In EXAMINATION  the primary hypothesis was unproven at 1 year; hence all subsequent analyses, including the new 5- year analysis  must be viewed as hypothesis-generating. On analysis, the long-term results of EXAMINATION suggest no signals of late attrition in the revascularization benefit in the EES group at 1-year, and no accrued safety hazards compared with BMS, including reassuringly low rates of very late stent thrombosis and target vessel reinfarction, despite dual antiplatelet therapy being discontinued by most patients at 1- year. These results are comforting as there is no late increase in dreaded thrombotic events with newer durable polymer drug-eluting stents in patients with STEMI, in contrast with earlier-generation stents [8-10]. Newer drug-eluting stents with thromboresistance properties are perfectly safe in patients with STEMI undergoing percutaneous coronary intervention [11,12].

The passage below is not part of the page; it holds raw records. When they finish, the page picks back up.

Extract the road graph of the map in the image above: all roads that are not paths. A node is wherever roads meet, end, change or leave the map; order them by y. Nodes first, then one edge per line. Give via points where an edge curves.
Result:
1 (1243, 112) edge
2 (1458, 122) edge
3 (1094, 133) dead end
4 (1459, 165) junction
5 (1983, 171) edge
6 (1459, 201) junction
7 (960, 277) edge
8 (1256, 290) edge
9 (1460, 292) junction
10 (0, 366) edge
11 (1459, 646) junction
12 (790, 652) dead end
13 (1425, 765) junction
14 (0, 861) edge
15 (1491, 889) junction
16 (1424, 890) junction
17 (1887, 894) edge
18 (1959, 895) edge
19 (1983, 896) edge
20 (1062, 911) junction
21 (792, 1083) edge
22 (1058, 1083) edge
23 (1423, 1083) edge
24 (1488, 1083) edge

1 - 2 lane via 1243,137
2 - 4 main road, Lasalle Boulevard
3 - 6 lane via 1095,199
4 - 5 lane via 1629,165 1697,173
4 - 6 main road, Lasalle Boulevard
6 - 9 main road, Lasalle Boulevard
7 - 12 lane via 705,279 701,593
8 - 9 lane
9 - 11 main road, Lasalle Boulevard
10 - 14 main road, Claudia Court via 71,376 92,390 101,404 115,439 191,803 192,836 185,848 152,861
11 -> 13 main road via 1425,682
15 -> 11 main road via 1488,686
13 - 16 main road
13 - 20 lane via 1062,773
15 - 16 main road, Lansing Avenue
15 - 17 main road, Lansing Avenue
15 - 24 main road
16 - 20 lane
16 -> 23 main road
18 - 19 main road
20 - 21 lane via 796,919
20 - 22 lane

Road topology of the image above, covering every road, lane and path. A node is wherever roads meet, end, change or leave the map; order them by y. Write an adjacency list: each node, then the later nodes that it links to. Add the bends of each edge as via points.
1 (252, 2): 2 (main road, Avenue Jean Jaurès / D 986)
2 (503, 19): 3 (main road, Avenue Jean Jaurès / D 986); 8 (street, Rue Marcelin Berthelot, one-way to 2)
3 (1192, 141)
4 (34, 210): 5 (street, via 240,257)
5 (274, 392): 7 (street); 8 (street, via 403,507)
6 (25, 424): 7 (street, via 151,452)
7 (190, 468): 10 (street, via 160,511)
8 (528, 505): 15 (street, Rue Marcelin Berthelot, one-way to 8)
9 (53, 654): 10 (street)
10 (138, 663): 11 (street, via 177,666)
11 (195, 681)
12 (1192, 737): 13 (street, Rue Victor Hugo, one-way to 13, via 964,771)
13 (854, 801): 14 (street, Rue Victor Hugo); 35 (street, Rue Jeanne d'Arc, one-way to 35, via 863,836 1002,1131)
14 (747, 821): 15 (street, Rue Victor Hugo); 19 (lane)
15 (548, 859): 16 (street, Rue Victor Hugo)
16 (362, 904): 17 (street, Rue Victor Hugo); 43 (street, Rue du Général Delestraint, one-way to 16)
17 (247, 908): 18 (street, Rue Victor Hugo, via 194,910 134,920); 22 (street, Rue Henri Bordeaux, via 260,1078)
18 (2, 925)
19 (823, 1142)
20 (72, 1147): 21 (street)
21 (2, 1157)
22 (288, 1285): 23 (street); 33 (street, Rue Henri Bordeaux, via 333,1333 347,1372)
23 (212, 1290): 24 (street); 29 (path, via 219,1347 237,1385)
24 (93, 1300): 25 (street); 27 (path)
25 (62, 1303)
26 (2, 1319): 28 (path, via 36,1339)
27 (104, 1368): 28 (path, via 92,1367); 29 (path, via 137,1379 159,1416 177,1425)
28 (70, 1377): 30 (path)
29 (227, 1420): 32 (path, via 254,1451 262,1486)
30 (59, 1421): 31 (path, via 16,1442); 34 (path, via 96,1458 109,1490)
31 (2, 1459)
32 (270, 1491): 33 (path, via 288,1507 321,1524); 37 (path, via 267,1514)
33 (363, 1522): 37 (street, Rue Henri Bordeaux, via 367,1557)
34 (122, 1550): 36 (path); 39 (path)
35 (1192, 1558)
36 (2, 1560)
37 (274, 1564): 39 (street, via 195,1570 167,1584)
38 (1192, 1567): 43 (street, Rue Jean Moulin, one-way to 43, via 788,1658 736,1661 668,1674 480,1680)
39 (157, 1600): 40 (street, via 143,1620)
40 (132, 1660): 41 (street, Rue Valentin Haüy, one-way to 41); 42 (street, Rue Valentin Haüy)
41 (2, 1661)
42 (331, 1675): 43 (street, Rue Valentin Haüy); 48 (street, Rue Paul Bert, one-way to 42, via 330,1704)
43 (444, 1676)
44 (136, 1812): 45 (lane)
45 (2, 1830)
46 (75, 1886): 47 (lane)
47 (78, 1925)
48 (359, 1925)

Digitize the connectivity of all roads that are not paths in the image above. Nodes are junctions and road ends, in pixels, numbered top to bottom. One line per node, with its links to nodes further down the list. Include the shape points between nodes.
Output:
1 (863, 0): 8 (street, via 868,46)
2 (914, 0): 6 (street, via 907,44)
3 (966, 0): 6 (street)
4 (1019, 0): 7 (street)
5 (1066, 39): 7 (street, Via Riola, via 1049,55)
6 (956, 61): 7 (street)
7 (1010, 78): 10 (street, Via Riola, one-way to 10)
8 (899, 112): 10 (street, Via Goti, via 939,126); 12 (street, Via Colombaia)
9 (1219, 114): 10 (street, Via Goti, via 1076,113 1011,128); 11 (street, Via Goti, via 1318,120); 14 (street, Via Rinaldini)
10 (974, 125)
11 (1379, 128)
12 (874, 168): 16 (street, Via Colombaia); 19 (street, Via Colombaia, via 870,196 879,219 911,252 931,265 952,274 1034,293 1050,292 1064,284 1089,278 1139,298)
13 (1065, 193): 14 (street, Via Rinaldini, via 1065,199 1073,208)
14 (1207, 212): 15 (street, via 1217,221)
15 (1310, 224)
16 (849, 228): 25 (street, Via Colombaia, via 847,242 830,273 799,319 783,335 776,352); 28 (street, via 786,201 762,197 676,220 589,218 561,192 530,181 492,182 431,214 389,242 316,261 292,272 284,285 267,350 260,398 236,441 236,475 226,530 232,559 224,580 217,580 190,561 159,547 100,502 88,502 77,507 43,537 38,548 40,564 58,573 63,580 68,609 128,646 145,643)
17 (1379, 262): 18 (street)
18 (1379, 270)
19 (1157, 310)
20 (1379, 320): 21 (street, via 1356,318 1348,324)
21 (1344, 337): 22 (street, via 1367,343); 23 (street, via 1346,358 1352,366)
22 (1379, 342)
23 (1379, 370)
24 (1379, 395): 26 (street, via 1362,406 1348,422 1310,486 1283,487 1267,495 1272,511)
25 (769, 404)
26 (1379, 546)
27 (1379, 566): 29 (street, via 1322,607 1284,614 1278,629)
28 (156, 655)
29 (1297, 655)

Curiously, when we look at individual contributions to the mortality endpoint, cardiac causes had only a partial, nonsignificant role (3.3% vs 4.9%; p=0.11 for EES versus BMS between 1 year and 5 years, respectively), most of the reduction was attributable to non-cardiovascular causes (1.9% vs 3.8%; p=0.03), a surprise and thought-provoking finding. Upon further scrutiny of non-cardiovascular mortality in EXAMINATION  an excess of cancer-related and sepsisrelated deaths was noted in the BMS group. An observation hard to explain, at present we may at best guess it as play of chance. Imbalances in subclinical cancer at randomization (despite best efforts at randomization) had been known to affect the mortality results as shown in a recent large randomized trial addressing duration of dual antiplatelet therapy following coronary stenting .
Up on further extending follow-up of EXAMINATION trial or NORSTENT trial different pattern may emerge. But with the evidences available today, there is no evidence to prove superiority of DES over BMS with regard to all-cause mortality: the emperor has no new clothes.